Please give back word for word the lines below, from the first one through the one with "I need the junctions".
+++ Provided entries +++
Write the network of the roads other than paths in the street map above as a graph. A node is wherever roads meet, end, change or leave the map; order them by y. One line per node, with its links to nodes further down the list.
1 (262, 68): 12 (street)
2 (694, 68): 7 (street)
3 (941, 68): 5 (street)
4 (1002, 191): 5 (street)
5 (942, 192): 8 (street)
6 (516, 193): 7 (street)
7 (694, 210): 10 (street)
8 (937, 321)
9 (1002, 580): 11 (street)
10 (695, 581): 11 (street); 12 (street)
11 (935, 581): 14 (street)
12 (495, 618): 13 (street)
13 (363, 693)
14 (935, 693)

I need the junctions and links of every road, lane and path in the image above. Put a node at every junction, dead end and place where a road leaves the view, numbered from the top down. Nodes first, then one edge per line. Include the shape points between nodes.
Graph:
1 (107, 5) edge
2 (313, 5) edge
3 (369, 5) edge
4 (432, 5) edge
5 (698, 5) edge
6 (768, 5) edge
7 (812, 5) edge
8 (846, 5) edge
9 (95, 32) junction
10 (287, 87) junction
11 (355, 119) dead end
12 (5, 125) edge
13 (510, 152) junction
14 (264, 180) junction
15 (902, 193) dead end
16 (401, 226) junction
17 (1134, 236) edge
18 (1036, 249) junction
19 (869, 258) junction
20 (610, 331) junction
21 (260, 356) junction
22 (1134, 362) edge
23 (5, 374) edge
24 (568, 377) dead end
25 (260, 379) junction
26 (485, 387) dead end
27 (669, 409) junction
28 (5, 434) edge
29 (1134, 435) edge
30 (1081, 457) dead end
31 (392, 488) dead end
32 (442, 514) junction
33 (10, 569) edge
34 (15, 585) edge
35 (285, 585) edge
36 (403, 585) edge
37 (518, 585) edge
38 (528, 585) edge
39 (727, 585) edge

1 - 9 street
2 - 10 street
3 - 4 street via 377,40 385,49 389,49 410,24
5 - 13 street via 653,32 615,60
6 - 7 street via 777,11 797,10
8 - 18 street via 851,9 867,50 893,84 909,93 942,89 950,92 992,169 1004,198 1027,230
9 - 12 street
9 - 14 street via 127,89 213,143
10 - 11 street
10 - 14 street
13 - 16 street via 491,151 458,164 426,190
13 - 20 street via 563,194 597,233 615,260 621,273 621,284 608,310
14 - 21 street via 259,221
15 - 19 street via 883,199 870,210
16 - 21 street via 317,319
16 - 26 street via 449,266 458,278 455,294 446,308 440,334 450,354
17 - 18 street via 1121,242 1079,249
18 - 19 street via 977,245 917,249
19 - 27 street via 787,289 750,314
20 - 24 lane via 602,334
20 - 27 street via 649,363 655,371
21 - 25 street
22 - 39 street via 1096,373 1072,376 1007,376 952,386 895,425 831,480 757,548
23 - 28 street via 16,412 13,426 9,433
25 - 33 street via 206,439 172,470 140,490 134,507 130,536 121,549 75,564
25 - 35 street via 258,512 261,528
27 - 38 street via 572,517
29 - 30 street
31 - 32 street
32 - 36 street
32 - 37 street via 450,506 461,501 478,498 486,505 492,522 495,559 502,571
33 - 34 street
+++
**Response to the exercise:**
Write the network of the roads other than paths in the street map above as a graph. A node is wherever roads meet, end, change or leave the map; order them by y. One line per node, with its links to nodes further down the list.
1 (262, 68): 12 (street)
2 (694, 68): 7 (street)
3 (941, 68): 5 (street)
4 (1002, 191): 5 (street)
5 (942, 192): 8 (street)
6 (516, 193): 7 (street)
7 (694, 210): 10 (street)
8 (937, 321)
9 (1002, 580): 11 (street)
10 (695, 581): 11 (street); 12 (street)
11 (935, 581): 14 (street)
12 (495, 618): 13 (street)
13 (363, 693)
14 (935, 693)

I need the junctions and links of every road, lane and path in the image above. Put a node at every junction, dead end and place where a road leaves the view, numbered from the top down. Nodes first, then one edge per line. Include the shape points between nodes.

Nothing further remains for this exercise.